В данное время село коллективизировано на 24 %. Планы заготовок селом не выполнены. По поступившим в Ленинское райотделение сведениям, группа из кулацко–зажиточного элемента под руководством местного попа Воскресенского вела антисоветскую агитацию, направленную к срыву мероприятий партии и советской власти, с использованием религиозных предрассудков масс.
Руководитель антисоветской группировки, обвиняемый Воскресенский, являясь служителем культа и будучи авторитетным среди верующих, обходя их, внушал им, что организация колхозов убьет религию и религиозные чувства верующих.
В качестве одного из методов борьбы с мероприятиями советской власти в деревне обвиняемые по делу с целью дискредитации советской власти распространяли слухи о гибели советской власти и нелепые провокационные слухи о том, что один из колхозников села Дьяковское якобы видел видение, заключающееся в том, что он при возвращении из Москвы в село на дороге встретил старца, который предложил ему посмотреть назад, в правую и левую стороны, и когда он посмотрел, то сзади увидел армию и кровь, слева — замученных и оборванных колхозников, а справа — единоличников в хороших костюмах, сытых и жизнерадостных».

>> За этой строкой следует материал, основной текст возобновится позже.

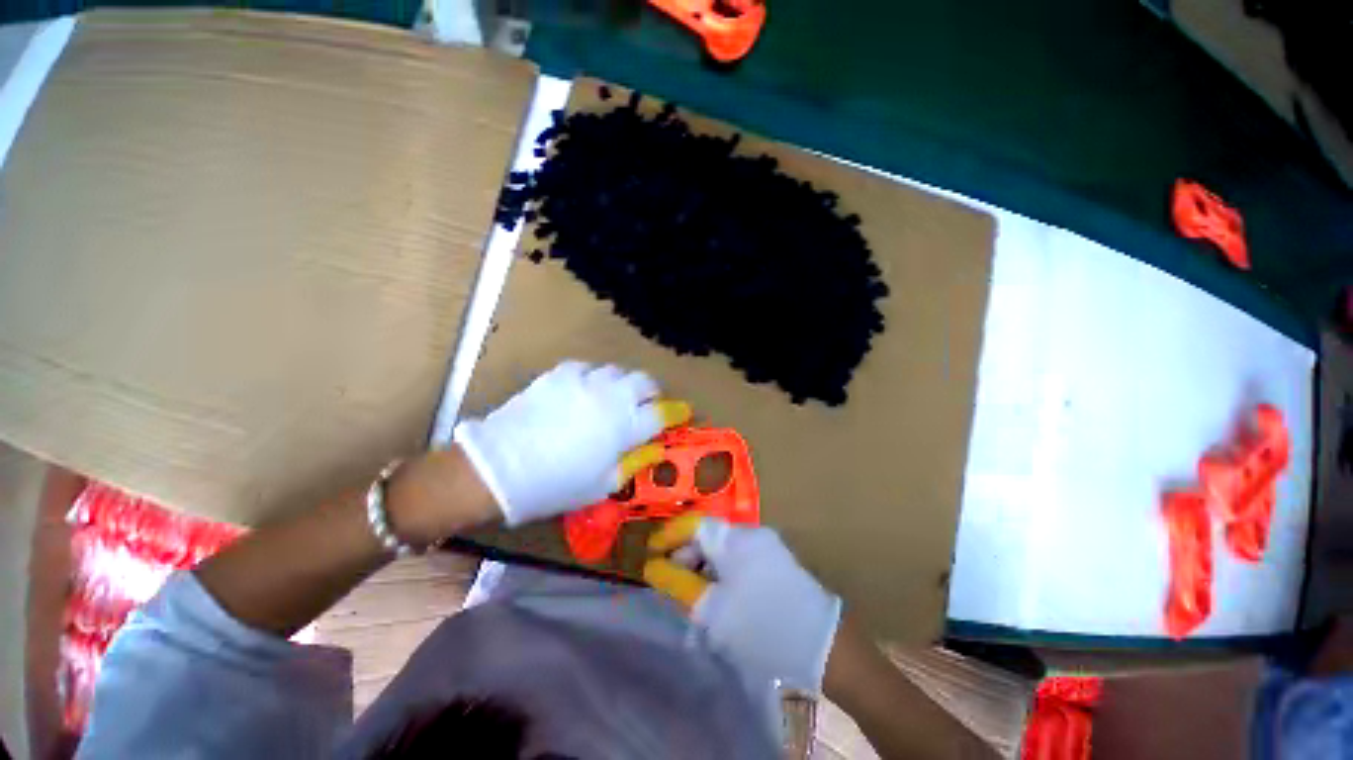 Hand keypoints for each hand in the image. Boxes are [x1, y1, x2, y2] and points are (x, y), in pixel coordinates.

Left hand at [454, 360, 690, 524]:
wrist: (499, 467)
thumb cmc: (557, 485)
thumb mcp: (603, 484)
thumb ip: (634, 462)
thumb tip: (655, 448)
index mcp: (626, 426)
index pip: (663, 412)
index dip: (675, 413)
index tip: (679, 414)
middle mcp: (612, 396)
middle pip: (645, 381)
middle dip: (650, 392)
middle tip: (644, 406)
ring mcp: (585, 381)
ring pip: (617, 371)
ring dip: (622, 384)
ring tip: (612, 399)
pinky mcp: (560, 374)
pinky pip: (587, 368)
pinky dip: (592, 379)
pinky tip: (582, 392)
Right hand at [644, 514, 842, 693]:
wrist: (823, 648)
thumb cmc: (760, 626)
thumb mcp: (713, 610)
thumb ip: (680, 585)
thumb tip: (654, 568)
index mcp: (735, 538)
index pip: (693, 525)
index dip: (669, 536)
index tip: (651, 554)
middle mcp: (752, 534)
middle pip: (709, 537)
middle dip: (687, 559)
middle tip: (673, 588)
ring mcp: (768, 548)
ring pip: (724, 552)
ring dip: (706, 572)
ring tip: (696, 603)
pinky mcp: (778, 564)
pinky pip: (741, 563)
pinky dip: (725, 578)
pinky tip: (721, 604)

6 апреля обвиняемых перевезли в Бутырскую тюрьму в Москве. 4 августа 1932 года Тройка ОГПУ приговорила отца Сергия к трем годам заключения в исправительно–трудовом лагере. Он был заключен в лагерь на Беломорско–Балтийском канале на станции Медвежья Гора. В начале марта следующего года отца Сергия посадили в камеру с уголовниками. Они сняли с него полушубок, затем остальную одежду и выставили на мороз, который в то время был весьма жесток. Не перенеся издевательств, священник Сергий Воскресенский скончался 11 марта 1933 года и был погребен в безвестной могиле.
ИСТОЧНИКИ:
ГАРФ. Ф. 10035, д. П-76357. т. 1, т. 2.
РГИА. Ф. 831, д. 189.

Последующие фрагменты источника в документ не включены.